Up we go to our lord's hall,
Raise the drinking cups of buffalo horn:
Hurrah for our lord! May he live forever and ever!”

“They'll keep that up for a year?” the prince said. “I think I know what they want, but I'd prefer to have it explained to me.”

“You and you alone have the right to dispose of your ancestor in the old way,” Master Li said gently. “By the old way they mean pre-Confucian.”

“Which is punishable by torment in the Eighth Hell!” the prince said angrily.

“Yes, according to our Neo-Confucian overlords, who also impose upon rivals the sacred duty of retiring from public life for three years upon the death of a father, and then they poison the father,” Master Li said sardonically.
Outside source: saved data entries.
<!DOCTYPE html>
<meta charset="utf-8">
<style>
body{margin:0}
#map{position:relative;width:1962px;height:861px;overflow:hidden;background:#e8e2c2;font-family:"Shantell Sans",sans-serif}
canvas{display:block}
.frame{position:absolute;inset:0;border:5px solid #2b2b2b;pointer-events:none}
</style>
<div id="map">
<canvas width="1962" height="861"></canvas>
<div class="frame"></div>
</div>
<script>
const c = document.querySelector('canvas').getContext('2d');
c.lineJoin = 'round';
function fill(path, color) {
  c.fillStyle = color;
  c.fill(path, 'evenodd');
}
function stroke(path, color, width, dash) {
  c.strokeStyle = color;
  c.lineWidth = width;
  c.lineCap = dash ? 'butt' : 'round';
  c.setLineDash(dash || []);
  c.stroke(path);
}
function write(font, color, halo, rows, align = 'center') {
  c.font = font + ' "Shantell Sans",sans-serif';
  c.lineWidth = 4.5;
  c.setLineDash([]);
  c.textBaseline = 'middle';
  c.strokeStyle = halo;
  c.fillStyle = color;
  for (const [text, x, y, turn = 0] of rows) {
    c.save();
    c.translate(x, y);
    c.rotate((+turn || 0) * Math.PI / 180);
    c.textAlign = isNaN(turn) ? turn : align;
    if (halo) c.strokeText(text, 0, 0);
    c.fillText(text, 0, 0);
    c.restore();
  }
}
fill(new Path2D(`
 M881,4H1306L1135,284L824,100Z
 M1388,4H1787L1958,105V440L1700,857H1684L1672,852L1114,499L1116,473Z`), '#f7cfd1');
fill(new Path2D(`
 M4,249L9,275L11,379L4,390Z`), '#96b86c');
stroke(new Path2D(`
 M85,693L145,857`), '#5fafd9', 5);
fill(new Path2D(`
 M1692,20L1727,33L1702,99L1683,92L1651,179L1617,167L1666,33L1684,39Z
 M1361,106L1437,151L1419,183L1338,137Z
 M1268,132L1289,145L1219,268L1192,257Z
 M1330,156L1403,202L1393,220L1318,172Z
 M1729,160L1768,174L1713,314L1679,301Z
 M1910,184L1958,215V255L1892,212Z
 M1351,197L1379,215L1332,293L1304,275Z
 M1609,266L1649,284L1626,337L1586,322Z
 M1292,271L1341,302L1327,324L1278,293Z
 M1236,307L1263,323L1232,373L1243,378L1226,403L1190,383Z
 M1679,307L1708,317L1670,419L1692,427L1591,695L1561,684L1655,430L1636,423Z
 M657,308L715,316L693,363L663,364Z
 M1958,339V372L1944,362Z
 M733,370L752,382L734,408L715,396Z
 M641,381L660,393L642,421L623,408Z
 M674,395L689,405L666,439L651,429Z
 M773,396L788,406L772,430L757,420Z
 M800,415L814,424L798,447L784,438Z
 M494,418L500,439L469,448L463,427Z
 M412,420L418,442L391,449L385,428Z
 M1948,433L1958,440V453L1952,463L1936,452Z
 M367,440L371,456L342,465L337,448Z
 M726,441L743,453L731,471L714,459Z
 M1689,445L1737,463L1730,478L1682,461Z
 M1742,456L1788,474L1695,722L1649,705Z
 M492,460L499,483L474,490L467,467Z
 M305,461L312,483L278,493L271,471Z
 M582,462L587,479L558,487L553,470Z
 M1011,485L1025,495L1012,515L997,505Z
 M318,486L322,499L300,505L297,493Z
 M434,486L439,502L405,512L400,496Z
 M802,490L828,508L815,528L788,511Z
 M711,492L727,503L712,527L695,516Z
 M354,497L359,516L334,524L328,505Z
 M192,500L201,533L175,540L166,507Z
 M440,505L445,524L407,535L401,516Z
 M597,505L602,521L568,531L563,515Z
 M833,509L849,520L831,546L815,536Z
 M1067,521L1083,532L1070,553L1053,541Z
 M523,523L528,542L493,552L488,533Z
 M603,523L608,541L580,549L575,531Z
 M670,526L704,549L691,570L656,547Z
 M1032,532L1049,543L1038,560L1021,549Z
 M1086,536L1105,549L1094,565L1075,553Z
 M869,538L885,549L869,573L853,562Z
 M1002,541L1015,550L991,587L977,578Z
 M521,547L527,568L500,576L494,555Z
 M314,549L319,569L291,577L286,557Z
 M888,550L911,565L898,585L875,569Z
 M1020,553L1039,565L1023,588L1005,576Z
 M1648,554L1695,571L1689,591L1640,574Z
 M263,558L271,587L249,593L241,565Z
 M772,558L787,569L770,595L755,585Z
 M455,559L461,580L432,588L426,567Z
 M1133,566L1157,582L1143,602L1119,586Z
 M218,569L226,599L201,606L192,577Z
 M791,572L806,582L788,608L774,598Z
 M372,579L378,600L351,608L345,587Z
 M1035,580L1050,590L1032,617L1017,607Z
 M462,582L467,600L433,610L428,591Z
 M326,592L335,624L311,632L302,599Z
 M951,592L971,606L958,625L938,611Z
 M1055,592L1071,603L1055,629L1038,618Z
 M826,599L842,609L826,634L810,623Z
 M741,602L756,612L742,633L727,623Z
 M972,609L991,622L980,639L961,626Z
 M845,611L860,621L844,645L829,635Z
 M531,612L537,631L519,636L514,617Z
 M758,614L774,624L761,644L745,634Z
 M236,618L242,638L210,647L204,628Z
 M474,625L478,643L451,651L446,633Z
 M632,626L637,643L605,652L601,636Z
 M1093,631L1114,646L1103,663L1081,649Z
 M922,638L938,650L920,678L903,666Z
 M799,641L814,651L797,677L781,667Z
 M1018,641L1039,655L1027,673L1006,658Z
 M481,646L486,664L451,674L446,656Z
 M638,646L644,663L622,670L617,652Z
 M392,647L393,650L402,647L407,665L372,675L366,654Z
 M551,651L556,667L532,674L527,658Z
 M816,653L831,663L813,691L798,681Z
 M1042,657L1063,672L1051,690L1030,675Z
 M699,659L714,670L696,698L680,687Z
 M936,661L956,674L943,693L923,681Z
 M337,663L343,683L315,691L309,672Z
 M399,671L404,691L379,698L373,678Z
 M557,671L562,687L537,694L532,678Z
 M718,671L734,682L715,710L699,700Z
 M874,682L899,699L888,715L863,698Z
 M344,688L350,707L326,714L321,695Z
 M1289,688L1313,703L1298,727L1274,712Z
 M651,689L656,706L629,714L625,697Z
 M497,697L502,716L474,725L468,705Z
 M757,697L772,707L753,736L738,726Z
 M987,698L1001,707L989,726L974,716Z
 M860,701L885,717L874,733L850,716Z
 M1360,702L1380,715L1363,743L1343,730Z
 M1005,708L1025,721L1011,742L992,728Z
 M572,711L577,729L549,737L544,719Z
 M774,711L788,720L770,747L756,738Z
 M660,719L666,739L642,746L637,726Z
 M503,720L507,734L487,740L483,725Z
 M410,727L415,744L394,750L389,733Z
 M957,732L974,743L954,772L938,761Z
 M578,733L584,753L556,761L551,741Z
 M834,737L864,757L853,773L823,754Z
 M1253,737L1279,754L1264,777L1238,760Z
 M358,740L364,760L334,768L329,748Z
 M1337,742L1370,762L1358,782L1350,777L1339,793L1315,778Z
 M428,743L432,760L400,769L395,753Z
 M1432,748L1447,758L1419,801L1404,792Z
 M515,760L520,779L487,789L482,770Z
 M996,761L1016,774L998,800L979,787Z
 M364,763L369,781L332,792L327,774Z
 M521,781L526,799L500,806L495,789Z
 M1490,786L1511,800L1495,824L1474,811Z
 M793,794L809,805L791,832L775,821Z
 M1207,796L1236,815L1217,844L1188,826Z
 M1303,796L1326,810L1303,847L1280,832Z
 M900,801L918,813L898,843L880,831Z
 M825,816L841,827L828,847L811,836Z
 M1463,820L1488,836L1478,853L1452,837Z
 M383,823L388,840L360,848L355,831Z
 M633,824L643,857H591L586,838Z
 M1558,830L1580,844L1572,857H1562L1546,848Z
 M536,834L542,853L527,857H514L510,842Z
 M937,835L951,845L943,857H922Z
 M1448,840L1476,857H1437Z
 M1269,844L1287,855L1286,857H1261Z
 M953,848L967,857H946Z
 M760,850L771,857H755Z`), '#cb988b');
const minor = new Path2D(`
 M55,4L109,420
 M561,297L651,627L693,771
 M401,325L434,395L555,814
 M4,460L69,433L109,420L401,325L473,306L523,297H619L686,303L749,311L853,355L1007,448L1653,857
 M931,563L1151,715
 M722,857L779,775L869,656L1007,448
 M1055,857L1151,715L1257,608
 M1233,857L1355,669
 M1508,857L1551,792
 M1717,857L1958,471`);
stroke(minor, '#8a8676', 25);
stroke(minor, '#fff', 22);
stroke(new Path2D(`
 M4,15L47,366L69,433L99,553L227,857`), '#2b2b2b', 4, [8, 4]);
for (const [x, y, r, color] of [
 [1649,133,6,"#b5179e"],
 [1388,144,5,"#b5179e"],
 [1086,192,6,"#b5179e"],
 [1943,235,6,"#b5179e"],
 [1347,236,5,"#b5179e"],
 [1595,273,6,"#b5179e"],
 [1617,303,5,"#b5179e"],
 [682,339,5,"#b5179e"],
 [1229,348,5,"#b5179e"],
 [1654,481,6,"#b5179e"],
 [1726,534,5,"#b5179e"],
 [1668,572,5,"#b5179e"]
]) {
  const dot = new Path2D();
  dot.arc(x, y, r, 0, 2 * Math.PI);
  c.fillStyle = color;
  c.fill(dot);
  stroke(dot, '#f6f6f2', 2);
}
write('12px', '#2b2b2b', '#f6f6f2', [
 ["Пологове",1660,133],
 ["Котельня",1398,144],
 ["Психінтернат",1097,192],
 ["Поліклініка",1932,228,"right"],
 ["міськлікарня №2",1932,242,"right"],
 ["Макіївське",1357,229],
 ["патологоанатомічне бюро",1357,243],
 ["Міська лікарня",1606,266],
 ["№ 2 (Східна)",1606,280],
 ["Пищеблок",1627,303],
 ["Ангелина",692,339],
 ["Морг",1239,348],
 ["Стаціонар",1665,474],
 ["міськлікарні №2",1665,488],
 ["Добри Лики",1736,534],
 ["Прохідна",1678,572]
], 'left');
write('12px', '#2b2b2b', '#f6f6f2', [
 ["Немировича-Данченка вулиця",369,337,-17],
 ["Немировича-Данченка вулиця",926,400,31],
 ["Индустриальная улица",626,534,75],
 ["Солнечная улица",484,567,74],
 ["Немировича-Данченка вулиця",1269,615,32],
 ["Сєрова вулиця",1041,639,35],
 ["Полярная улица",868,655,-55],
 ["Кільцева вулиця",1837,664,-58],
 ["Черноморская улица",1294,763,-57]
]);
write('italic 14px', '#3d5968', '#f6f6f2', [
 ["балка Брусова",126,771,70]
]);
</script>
Prince Liu Pao was made from tough stuff. He turned without another word and began marching up Dragon's Left Horn toward his estate. He turned off the path and took a shortcut to the grotto. The horror of the Medical Research Center seemed even worse with the muffled sounds of drums and chanting in the distance. The prince opened the door to the tomb and marched inside to the sarcophagus of his ancestor.

“Ox, can you get the lid all the way down?”

I spat on my hands. The lid was so heavy I couldn't stop it after it slid down to the mummy's feet, and it crashed to the floor. Prince Liu Pao stood looking down at the remains of his ancestor, and Master Li beckoned for me to open the other sarcophagus.

“While we're at it, I want to look for something,” he said.

The lid was easier to move, and the mummy of Tou Wan, the Laughing Prince's wife, was intact. Master Li reached inside and came up with some jewelry, which he examined closely.

“Good stuff, but not the best,” he said thoughtfully. “Tou Wan was said to have been a spendthrift of epic proportions, and I doubt that this would have met her standards. One wonders whether their highnesses might not have been buried by a light-fingered steward.”